▶ _Description of the task_:
Go through the entries and transcribe each one exactly, dropping the pictures.
== Segment start ==
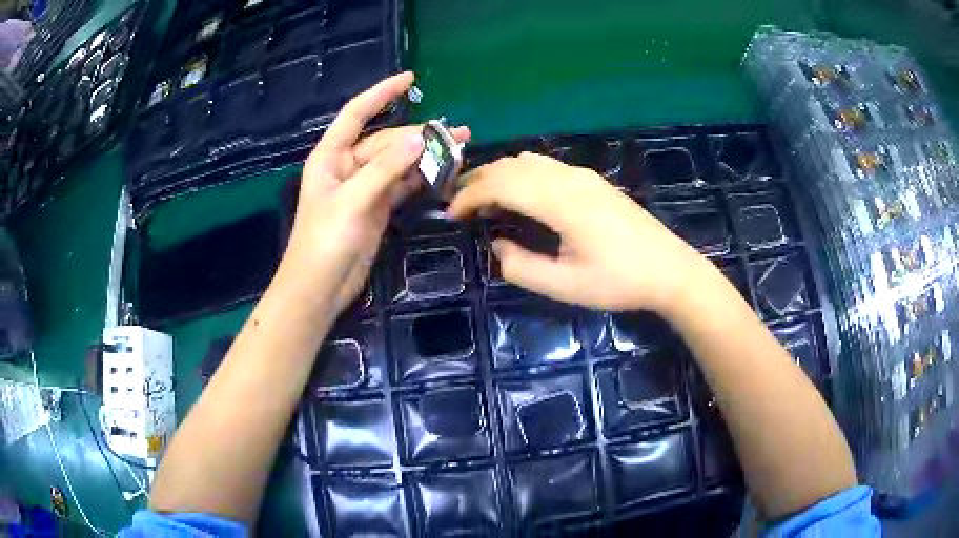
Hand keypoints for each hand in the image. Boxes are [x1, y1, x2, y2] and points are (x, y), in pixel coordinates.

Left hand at [283, 71, 469, 313]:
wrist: (321, 287)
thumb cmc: (325, 241)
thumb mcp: (354, 200)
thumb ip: (386, 168)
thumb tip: (420, 138)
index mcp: (331, 155)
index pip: (358, 113)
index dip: (382, 93)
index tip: (410, 79)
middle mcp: (347, 166)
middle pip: (387, 141)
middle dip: (420, 136)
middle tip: (458, 135)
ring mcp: (364, 187)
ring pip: (398, 163)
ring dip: (426, 157)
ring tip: (460, 150)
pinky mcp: (377, 207)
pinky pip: (402, 185)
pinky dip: (421, 179)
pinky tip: (444, 174)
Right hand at [448, 152, 709, 313]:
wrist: (669, 270)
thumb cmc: (618, 281)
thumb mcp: (565, 286)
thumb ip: (522, 267)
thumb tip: (497, 246)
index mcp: (560, 201)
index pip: (501, 184)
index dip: (470, 196)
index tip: (451, 214)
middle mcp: (568, 178)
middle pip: (512, 165)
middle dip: (478, 180)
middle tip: (458, 203)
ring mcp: (583, 176)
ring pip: (529, 161)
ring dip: (500, 174)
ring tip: (483, 198)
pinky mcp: (592, 182)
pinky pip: (546, 166)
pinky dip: (521, 174)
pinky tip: (520, 195)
== Segment end ==
▶ _Task result_:
Hand keypoints for each hand in the image. Boxes are [x1, y1, x2, y2] and points are (x, y), in pixel coordinates.

Left hand at [283, 71, 469, 313]:
wrist: (321, 287)
thumb cmc: (325, 241)
thumb mcp: (354, 200)
thumb ip: (386, 168)
thumb tip: (420, 138)
index mcp: (331, 155)
index pip: (358, 113)
index dip: (382, 93)
index tip: (410, 79)
middle mcp: (347, 166)
middle pip: (387, 141)
middle dip: (420, 136)
middle tip: (458, 135)
ring mcp: (364, 187)
ring pip: (398, 163)
ring dip: (426, 157)
ring tip: (460, 150)
pinky mcp: (377, 207)
pinky pip: (402, 185)
pinky dip: (421, 179)
pinky tip: (444, 174)
Right hand at [448, 152, 709, 313]:
wrist: (669, 270)
thumb cmc: (618, 281)
thumb mcp: (565, 286)
thumb ip: (522, 267)
thumb tip: (497, 246)
index mcp: (560, 201)
index pip: (501, 184)
index dip: (470, 196)
index tip: (451, 214)
middle mcp: (568, 178)
middle pip: (512, 165)
middle dip: (478, 180)
middle tip: (458, 203)
ring mcp: (583, 176)
ring pip: (529, 161)
ring dip: (500, 174)
ring tip: (483, 198)
pinky mcp: (592, 182)
pinky pip: (546, 166)
pinky dip: (521, 174)
pinky tip: (520, 195)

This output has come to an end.